ASSIGNMENT:
Restate every entry word for word.

----------------------------------------

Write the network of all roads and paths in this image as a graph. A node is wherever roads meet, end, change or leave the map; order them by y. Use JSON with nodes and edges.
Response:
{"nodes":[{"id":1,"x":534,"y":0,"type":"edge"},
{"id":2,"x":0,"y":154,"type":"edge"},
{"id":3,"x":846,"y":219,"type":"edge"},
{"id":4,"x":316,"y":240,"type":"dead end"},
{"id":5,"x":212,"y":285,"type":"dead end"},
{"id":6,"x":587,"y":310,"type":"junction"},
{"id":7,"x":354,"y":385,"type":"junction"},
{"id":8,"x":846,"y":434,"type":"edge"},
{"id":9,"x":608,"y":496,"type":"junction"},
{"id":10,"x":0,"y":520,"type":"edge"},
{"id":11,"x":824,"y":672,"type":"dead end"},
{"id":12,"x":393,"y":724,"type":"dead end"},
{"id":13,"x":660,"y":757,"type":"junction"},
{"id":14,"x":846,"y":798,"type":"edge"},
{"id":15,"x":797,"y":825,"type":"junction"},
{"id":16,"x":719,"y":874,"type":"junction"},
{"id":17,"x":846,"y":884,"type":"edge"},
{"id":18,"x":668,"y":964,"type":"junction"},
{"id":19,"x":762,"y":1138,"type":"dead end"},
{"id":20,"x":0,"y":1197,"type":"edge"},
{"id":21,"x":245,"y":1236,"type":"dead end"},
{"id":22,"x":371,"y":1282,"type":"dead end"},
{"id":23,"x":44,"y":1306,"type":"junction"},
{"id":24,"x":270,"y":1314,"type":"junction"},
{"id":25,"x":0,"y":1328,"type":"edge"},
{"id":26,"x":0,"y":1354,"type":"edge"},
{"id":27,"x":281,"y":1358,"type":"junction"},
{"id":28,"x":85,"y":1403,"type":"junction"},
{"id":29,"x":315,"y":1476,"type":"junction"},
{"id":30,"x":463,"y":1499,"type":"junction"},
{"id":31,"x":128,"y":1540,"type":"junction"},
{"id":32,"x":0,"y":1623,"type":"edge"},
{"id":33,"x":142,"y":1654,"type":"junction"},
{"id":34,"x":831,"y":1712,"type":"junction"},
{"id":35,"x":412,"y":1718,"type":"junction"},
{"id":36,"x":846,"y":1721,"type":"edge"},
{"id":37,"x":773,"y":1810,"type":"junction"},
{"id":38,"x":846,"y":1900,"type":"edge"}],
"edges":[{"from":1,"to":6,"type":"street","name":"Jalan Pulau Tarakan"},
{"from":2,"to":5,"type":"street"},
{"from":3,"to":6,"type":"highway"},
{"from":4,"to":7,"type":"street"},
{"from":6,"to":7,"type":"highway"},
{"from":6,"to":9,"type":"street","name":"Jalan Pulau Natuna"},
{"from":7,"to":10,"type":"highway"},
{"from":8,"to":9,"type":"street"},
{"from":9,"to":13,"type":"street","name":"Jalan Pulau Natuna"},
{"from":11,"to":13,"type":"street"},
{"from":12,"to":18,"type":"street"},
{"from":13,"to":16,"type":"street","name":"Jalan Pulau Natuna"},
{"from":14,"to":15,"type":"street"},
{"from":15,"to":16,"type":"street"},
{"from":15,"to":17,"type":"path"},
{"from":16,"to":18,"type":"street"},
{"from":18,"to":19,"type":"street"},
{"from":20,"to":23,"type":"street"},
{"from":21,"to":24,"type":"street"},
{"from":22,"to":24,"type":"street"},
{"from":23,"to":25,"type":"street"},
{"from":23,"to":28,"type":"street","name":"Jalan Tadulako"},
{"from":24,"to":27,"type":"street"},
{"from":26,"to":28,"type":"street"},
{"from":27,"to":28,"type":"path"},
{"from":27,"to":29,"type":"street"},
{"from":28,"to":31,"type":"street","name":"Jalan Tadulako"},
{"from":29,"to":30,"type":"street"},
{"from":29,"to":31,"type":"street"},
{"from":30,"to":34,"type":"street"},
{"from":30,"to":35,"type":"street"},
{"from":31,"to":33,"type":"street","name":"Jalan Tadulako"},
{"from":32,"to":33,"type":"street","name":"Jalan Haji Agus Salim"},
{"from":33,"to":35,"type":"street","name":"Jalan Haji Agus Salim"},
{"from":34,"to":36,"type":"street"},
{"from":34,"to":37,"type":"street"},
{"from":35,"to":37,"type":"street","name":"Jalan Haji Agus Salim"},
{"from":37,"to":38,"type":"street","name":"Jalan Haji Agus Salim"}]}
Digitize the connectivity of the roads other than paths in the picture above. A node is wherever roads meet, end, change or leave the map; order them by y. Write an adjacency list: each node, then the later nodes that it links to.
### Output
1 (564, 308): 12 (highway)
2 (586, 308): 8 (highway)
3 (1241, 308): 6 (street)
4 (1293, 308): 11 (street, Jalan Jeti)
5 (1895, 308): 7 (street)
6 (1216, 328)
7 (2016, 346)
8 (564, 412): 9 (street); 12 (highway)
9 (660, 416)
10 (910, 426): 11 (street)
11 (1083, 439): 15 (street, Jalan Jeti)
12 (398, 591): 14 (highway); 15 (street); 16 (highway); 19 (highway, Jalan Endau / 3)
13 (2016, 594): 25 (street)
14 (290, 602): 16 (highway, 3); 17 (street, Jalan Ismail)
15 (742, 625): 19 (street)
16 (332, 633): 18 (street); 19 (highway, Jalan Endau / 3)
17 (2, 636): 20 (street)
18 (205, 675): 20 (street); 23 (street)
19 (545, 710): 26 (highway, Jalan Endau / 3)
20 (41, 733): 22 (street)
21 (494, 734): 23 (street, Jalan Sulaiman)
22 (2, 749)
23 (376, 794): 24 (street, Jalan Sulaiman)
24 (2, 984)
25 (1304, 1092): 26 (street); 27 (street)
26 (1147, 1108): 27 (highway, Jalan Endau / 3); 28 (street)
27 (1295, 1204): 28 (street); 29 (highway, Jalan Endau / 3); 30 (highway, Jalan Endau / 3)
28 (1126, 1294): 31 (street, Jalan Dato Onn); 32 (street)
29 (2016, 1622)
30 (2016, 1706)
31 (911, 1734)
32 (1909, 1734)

----------------------------------------

SOLUTION:
Write the network of all roads and paths in this image as a graph. A node is wherever roads meet, end, change or leave the map; order them by y. Use JSON with nodes and edges.
Response:
{"nodes":[{"id":1,"x":534,"y":0,"type":"edge"},
{"id":2,"x":0,"y":154,"type":"edge"},
{"id":3,"x":846,"y":219,"type":"edge"},
{"id":4,"x":316,"y":240,"type":"dead end"},
{"id":5,"x":212,"y":285,"type":"dead end"},
{"id":6,"x":587,"y":310,"type":"junction"},
{"id":7,"x":354,"y":385,"type":"junction"},
{"id":8,"x":846,"y":434,"type":"edge"},
{"id":9,"x":608,"y":496,"type":"junction"},
{"id":10,"x":0,"y":520,"type":"edge"},
{"id":11,"x":824,"y":672,"type":"dead end"},
{"id":12,"x":393,"y":724,"type":"dead end"},
{"id":13,"x":660,"y":757,"type":"junction"},
{"id":14,"x":846,"y":798,"type":"edge"},
{"id":15,"x":797,"y":825,"type":"junction"},
{"id":16,"x":719,"y":874,"type":"junction"},
{"id":17,"x":846,"y":884,"type":"edge"},
{"id":18,"x":668,"y":964,"type":"junction"},
{"id":19,"x":762,"y":1138,"type":"dead end"},
{"id":20,"x":0,"y":1197,"type":"edge"},
{"id":21,"x":245,"y":1236,"type":"dead end"},
{"id":22,"x":371,"y":1282,"type":"dead end"},
{"id":23,"x":44,"y":1306,"type":"junction"},
{"id":24,"x":270,"y":1314,"type":"junction"},
{"id":25,"x":0,"y":1328,"type":"edge"},
{"id":26,"x":0,"y":1354,"type":"edge"},
{"id":27,"x":281,"y":1358,"type":"junction"},
{"id":28,"x":85,"y":1403,"type":"junction"},
{"id":29,"x":315,"y":1476,"type":"junction"},
{"id":30,"x":463,"y":1499,"type":"junction"},
{"id":31,"x":128,"y":1540,"type":"junction"},
{"id":32,"x":0,"y":1623,"type":"edge"},
{"id":33,"x":142,"y":1654,"type":"junction"},
{"id":34,"x":831,"y":1712,"type":"junction"},
{"id":35,"x":412,"y":1718,"type":"junction"},
{"id":36,"x":846,"y":1721,"type":"edge"},
{"id":37,"x":773,"y":1810,"type":"junction"},
{"id":38,"x":846,"y":1900,"type":"edge"}],
"edges":[{"from":1,"to":6,"type":"street","name":"Jalan Pulau Tarakan"},
{"from":2,"to":5,"type":"street"},
{"from":3,"to":6,"type":"highway"},
{"from":4,"to":7,"type":"street"},
{"from":6,"to":7,"type":"highway"},
{"from":6,"to":9,"type":"street","name":"Jalan Pulau Natuna"},
{"from":7,"to":10,"type":"highway"},
{"from":8,"to":9,"type":"street"},
{"from":9,"to":13,"type":"street","name":"Jalan Pulau Natuna"},
{"from":11,"to":13,"type":"street"},
{"from":12,"to":18,"type":"street"},
{"from":13,"to":16,"type":"street","name":"Jalan Pulau Natuna"},
{"from":14,"to":15,"type":"street"},
{"from":15,"to":16,"type":"street"},
{"from":15,"to":17,"type":"path"},
{"from":16,"to":18,"type":"street"},
{"from":18,"to":19,"type":"street"},
{"from":20,"to":23,"type":"street"},
{"from":21,"to":24,"type":"street"},
{"from":22,"to":24,"type":"street"},
{"from":23,"to":25,"type":"street"},
{"from":23,"to":28,"type":"street","name":"Jalan Tadulako"},
{"from":24,"to":27,"type":"street"},
{"from":26,"to":28,"type":"street"},
{"from":27,"to":28,"type":"path"},
{"from":27,"to":29,"type":"street"},
{"from":28,"to":31,"type":"street","name":"Jalan Tadulako"},
{"from":29,"to":30,"type":"street"},
{"from":29,"to":31,"type":"street"},
{"from":30,"to":34,"type":"street"},
{"from":30,"to":35,"type":"street"},
{"from":31,"to":33,"type":"street","name":"Jalan Tadulako"},
{"from":32,"to":33,"type":"street","name":"Jalan Haji Agus Salim"},
{"from":33,"to":35,"type":"street","name":"Jalan Haji Agus Salim"},
{"from":34,"to":36,"type":"street"},
{"from":34,"to":37,"type":"street"},
{"from":35,"to":37,"type":"street","name":"Jalan Haji Agus Salim"},
{"from":37,"to":38,"type":"street","name":"Jalan Haji Agus Salim"}]}
Digitize the connectivity of the roads other than paths in the picture above. A node is wherever roads meet, end, change or leave the map; order them by y. Write an adjacency list: each node, then the later nodes that it links to.
### Output
1 (564, 308): 12 (highway)
2 (586, 308): 8 (highway)
3 (1241, 308): 6 (street)
4 (1293, 308): 11 (street, Jalan Jeti)
5 (1895, 308): 7 (street)
6 (1216, 328)
7 (2016, 346)
8 (564, 412): 9 (street); 12 (highway)
9 (660, 416)
10 (910, 426): 11 (street)
11 (1083, 439): 15 (street, Jalan Jeti)
12 (398, 591): 14 (highway); 15 (street); 16 (highway); 19 (highway, Jalan Endau / 3)
13 (2016, 594): 25 (street)
14 (290, 602): 16 (highway, 3); 17 (street, Jalan Ismail)
15 (742, 625): 19 (street)
16 (332, 633): 18 (street); 19 (highway, Jalan Endau / 3)
17 (2, 636): 20 (street)
18 (205, 675): 20 (street); 23 (street)
19 (545, 710): 26 (highway, Jalan Endau / 3)
20 (41, 733): 22 (street)
21 (494, 734): 23 (street, Jalan Sulaiman)
22 (2, 749)
23 (376, 794): 24 (street, Jalan Sulaiman)
24 (2, 984)
25 (1304, 1092): 26 (street); 27 (street)
26 (1147, 1108): 27 (highway, Jalan Endau / 3); 28 (street)
27 (1295, 1204): 28 (street); 29 (highway, Jalan Endau / 3); 30 (highway, Jalan Endau / 3)
28 (1126, 1294): 31 (street, Jalan Dato Onn); 32 (street)
29 (2016, 1622)
30 (2016, 1706)
31 (911, 1734)
32 (1909, 1734)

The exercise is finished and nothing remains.